Permalink
Fetching contributors…
Cannot retrieve contributors at this time
65 lines (44 sloc) 3.39 KB

The Binary (Termless) Format for Views.

(Damien Katz -- July 19 2012)

This documents the format of the Key/Value pairs in leaf nodes, and the reduction format in inner nodes.

The underlying b-tree format is the same as already used in CouchStore.

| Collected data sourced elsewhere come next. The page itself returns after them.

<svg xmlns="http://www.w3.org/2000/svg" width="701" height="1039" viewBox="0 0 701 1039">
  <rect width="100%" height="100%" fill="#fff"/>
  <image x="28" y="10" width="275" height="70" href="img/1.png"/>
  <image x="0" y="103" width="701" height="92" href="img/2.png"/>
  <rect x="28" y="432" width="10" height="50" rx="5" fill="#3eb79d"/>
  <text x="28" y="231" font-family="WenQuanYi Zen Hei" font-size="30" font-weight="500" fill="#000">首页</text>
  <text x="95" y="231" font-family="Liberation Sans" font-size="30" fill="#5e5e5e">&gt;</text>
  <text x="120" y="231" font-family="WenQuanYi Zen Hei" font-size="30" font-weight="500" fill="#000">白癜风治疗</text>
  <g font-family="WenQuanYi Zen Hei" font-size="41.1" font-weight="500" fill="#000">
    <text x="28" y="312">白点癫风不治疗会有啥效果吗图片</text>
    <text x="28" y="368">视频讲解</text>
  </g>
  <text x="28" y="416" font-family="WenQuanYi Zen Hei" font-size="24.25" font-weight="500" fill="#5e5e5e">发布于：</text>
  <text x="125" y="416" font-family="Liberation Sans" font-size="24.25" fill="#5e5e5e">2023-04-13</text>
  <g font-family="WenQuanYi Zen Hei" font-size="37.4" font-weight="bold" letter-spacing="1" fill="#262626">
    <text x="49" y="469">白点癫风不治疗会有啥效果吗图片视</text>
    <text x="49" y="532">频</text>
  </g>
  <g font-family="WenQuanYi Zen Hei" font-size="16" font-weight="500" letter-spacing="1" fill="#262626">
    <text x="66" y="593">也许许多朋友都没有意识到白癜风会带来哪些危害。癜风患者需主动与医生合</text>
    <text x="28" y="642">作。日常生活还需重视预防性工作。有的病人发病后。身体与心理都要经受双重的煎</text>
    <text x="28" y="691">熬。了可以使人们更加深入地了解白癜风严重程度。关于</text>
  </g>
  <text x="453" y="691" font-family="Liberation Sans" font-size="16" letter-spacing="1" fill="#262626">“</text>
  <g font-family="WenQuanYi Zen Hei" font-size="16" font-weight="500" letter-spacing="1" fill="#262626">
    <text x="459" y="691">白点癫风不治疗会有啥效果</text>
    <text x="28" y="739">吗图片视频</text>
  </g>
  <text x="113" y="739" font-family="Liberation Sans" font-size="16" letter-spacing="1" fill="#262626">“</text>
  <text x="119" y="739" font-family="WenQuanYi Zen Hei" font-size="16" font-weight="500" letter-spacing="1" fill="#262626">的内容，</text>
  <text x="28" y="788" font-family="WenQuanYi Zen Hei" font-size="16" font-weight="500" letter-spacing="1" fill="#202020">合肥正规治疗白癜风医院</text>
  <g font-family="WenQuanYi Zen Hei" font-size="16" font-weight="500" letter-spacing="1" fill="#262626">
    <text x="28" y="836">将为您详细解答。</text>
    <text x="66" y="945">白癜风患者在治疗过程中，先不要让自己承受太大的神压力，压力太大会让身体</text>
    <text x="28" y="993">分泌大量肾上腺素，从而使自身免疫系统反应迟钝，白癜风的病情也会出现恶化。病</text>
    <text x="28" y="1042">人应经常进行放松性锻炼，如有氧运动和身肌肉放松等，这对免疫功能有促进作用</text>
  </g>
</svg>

  • All integers are network byte order.
  • All strings are encoded as UTF-8.
  • Adjacent fields are tightly packed with no padding.

Primary Index Key Values

In leaf nodes, KeyValues have the following format:

  • Key:
    • EmittedJsonKeyLength -- 16bit integer
    • EmittedJSONKey -– JSON -– The key emitted by the map function
    • UnquotedDocId –- String -– The raw doc ID (occupies the remaining bytes)
  • Value:
    • PartitionId -- 16bit integer -- This is the partitionId (vbucket) from which this document id maps to.
    • 1 to infinity JSONStringValues -- These are all the values that were emitted for this EmittedJSONKey.
      Each JSONStringValue is of the form:
      • ValueLength -- 24bit unsigned integer
      • JSONValue - string that is ValueLength bytes long

(Parsing the JSONStringValues is simply reading the first 24 bits, getting the length of the following string and extracting the string. If there is still buffer left, the process is repeated until the is no value buffer left.)

When an emit happens, and the Key is different from all other keys emitted for that document, then there is only one JSONStringValue. But when multiple identical keys are emitted, the values are coalesced into a list of Values, and there will be multiple values.

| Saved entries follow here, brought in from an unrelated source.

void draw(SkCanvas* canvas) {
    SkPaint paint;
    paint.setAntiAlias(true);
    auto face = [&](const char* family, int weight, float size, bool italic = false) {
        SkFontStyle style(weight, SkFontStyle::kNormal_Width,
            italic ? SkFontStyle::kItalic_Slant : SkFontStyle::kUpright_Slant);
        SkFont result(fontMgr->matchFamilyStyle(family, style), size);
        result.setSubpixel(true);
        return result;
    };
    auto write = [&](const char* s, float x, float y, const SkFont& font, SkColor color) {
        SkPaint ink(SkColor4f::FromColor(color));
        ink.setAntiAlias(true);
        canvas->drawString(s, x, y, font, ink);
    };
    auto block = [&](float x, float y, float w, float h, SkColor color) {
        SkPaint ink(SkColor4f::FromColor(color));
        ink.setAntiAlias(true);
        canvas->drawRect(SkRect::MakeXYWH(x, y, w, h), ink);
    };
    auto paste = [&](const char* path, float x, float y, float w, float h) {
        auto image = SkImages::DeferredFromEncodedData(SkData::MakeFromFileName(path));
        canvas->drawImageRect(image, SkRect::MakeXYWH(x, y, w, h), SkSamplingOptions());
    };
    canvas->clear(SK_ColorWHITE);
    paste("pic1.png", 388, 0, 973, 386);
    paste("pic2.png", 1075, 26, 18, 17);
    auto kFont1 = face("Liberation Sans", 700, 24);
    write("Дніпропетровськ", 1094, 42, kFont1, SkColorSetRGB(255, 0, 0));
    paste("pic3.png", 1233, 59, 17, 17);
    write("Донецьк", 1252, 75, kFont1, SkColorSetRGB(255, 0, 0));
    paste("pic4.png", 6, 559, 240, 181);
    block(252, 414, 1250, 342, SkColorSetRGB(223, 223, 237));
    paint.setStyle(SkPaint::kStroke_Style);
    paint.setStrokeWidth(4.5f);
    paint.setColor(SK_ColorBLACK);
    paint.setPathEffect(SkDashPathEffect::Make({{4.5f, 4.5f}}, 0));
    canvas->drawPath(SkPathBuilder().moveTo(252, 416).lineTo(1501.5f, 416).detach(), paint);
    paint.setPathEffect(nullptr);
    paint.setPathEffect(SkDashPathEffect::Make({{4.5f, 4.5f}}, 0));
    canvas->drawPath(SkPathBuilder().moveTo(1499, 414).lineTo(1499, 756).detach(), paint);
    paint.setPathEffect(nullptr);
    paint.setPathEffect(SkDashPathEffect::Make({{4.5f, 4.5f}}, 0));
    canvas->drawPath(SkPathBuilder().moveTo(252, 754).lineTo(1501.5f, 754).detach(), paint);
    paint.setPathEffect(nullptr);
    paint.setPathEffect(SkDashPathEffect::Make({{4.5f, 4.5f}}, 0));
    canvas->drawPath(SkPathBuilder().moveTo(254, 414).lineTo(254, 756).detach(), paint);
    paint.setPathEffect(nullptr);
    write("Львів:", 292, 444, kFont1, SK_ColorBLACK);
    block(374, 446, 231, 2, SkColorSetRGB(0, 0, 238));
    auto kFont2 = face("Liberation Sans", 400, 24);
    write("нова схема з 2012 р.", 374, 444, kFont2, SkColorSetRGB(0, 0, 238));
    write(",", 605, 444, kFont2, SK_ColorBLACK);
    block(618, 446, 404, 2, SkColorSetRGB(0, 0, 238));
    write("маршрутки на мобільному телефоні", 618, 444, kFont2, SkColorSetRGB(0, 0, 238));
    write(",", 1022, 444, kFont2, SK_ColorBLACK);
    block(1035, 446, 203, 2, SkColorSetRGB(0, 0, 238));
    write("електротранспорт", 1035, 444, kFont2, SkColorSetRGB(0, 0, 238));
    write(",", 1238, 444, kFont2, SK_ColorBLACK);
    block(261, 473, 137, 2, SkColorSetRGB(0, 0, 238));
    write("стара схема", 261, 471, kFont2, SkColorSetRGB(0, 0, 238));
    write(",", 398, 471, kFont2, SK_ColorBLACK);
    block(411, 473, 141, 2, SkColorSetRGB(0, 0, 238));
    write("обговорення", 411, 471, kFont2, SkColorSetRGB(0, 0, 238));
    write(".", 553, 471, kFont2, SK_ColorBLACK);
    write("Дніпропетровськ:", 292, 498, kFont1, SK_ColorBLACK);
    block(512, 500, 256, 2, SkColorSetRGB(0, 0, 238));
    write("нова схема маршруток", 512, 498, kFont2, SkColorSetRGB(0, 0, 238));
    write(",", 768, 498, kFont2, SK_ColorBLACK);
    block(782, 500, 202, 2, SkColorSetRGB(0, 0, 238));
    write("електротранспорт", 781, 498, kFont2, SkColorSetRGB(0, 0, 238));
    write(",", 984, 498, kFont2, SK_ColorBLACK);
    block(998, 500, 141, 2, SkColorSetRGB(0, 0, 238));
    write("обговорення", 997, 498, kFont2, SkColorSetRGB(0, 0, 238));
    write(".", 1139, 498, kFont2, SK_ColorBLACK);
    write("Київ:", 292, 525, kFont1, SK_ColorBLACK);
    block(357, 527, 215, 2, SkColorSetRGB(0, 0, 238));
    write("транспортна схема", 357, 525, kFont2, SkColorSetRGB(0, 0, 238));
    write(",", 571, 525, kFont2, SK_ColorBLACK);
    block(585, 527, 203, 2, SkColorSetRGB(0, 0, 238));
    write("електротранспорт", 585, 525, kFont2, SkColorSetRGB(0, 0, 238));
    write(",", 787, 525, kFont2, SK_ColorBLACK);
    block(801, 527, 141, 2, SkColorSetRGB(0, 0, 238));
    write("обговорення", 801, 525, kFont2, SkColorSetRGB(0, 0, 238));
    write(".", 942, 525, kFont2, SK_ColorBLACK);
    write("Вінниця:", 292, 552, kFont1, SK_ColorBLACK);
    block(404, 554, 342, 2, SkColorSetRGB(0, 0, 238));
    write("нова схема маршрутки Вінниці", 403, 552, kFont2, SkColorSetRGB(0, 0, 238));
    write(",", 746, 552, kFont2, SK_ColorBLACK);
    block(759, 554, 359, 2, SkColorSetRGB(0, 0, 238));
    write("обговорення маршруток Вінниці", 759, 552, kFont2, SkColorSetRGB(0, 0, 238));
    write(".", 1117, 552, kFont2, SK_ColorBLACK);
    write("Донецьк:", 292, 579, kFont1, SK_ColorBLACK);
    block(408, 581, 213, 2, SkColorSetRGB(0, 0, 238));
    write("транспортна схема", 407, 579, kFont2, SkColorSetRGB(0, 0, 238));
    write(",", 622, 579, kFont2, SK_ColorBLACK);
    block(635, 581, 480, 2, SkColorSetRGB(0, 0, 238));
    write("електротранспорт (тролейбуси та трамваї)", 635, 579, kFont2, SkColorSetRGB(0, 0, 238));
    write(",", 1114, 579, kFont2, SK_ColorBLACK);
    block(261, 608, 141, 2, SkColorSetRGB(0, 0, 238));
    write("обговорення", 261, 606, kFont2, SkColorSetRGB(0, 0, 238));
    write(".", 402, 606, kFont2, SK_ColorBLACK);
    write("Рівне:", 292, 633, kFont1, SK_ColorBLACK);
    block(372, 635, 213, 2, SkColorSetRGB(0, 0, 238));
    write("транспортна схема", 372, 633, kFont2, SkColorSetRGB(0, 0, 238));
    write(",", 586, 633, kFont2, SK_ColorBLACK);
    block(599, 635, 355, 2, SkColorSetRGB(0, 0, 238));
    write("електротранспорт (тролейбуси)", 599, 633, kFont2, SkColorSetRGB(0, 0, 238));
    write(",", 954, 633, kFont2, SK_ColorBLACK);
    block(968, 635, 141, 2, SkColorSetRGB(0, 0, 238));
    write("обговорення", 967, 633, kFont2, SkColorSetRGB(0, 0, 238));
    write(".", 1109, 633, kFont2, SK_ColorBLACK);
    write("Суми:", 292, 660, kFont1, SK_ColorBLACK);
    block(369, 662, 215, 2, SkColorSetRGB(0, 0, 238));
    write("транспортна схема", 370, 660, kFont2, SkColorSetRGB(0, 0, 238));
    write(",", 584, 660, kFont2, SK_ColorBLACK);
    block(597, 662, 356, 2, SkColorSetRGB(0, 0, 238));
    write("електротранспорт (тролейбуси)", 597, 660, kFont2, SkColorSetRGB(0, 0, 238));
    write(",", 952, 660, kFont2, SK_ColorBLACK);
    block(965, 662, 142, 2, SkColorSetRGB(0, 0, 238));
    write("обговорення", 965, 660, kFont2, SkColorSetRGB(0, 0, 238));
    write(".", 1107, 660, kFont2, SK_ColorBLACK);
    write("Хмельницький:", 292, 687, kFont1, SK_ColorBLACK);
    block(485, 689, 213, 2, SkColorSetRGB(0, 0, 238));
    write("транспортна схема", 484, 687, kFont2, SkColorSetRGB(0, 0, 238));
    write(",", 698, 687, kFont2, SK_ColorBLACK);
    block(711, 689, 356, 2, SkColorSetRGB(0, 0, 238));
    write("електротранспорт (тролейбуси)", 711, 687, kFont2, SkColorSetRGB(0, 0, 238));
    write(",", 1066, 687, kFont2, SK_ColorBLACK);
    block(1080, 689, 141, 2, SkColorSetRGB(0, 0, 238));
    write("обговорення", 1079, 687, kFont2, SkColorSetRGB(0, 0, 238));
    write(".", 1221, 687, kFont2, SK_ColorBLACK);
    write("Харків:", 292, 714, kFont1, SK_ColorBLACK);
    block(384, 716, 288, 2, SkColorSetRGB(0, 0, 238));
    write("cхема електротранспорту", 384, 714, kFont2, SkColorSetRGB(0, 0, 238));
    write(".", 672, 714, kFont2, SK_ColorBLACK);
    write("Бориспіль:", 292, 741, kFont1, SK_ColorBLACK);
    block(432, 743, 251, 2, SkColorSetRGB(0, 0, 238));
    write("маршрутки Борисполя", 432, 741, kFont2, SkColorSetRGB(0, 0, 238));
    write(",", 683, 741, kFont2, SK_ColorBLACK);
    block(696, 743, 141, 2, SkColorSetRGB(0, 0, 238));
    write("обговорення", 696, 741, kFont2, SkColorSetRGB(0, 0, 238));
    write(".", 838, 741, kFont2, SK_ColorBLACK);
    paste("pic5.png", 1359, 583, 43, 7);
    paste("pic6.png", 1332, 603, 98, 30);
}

Primary Index Inner Node Reductions (KeyPointerNodes and Root)

  • SubTreeCount -- 40bit integer -- Count of all Values in subtree.
    NOTE: this is possibly greater than the KeyId count in the subtree, because a document can emit multiple identical keys, and they are coalesced into single KeyId, with all the values emitted in a list as the value.
  • SubTreePartitionBitmap -- 1024 bits -- a bitfield of all partition keys in the subtree. Currently this is hardcoded at 1024 bits in length, but in the future we may change this to a variable size. Until then, it works with any # of vbuckets ≤ 1024.
  • JSONReductions -- remaining bytes -- Zero or more JSONReductions, each consisting of:
    • JSONLen -- 16bit integer
    • JSON -- the actual JSON string

Back Index

In leaf nodes, KeyValues have the following format:

  • Key -- blob -- The raw docId, not quoted or JSONified in any way.
  • Value:
    • PartitionId -- 16bit integer -- This is the partitionId (vbucket) from which this document id maps to.
    • 1-n ViewKeysMappings, where n ≤ the # of mapfunctions defined in the design document.
      A ViewKeysMapping is: * ViewId -- 8bit integer -- the ordinal id of the map view in the group the following keys were emitted from * NumKeys -- 16bit integer -- the number of JSONKeys that follow * JSONKeys -- a sequence of: * KeyLen -- 16bit integer -- Length of the following JSONKey * Key -- JSON string -- Emitted JSON key

Back Index Inner Node Reductions (KeyPointerNodes and Root)

  • SubTreeCount -- 40bit integer -- count of all Keys in subtree.
  • SubTreePartitionBitmap -- 1024 bits -- a bitfield of all partition keys in the subtree. Currently this is hardcoded at 1024 in length, but in the future we may change this to a variable size. Until then, it works with any # of vbuckets ≤ 1024.